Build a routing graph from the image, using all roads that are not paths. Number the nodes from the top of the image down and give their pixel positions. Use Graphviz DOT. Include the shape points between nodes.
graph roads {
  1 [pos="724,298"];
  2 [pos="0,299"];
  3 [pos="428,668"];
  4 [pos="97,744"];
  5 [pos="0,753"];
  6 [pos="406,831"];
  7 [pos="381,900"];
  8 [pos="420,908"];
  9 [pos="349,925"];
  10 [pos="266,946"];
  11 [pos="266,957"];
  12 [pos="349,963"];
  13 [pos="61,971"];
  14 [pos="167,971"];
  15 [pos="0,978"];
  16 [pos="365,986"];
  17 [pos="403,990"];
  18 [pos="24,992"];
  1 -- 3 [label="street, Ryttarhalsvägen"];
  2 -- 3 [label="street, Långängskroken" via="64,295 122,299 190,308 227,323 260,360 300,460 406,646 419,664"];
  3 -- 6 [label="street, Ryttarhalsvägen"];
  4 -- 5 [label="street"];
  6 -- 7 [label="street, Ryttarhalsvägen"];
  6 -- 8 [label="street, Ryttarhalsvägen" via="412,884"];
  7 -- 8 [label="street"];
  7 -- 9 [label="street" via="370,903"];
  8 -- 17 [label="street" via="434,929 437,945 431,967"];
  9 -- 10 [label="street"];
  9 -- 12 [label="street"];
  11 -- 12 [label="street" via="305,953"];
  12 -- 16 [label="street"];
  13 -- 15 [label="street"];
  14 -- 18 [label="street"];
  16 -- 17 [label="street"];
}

◆ **THE TASK**: Line by line, transcribe the material exactly.

◆ **TASK SOLUTION**:
Build a routing graph from the image, using all roads that are not paths. Number the nodes from the top of the image down and give their pixel positions. Use Graphviz DOT. Include the shape points between nodes.
graph roads {
  1 [pos="724,298"];
  2 [pos="0,299"];
  3 [pos="428,668"];
  4 [pos="97,744"];
  5 [pos="0,753"];
  6 [pos="406,831"];
  7 [pos="381,900"];
  8 [pos="420,908"];
  9 [pos="349,925"];
  10 [pos="266,946"];
  11 [pos="266,957"];
  12 [pos="349,963"];
  13 [pos="61,971"];
  14 [pos="167,971"];
  15 [pos="0,978"];
  16 [pos="365,986"];
  17 [pos="403,990"];
  18 [pos="24,992"];
  1 -- 3 [label="street, Ryttarhalsvägen"];
  2 -- 3 [label="street, Långängskroken" via="64,295 122,299 190,308 227,323 260,360 300,460 406,646 419,664"];
  3 -- 6 [label="street, Ryttarhalsvägen"];
  4 -- 5 [label="street"];
  6 -- 7 [label="street, Ryttarhalsvägen"];
  6 -- 8 [label="street, Ryttarhalsvägen" via="412,884"];
  7 -- 8 [label="street"];
  7 -- 9 [label="street" via="370,903"];
  8 -- 17 [label="street" via="434,929 437,945 431,967"];
  9 -- 10 [label="street"];
  9 -- 12 [label="street"];
  11 -- 12 [label="street" via="305,953"];
  12 -- 16 [label="street"];
  13 -- 15 [label="street"];
  14 -- 18 [label="street"];
  16 -- 17 [label="street"];
}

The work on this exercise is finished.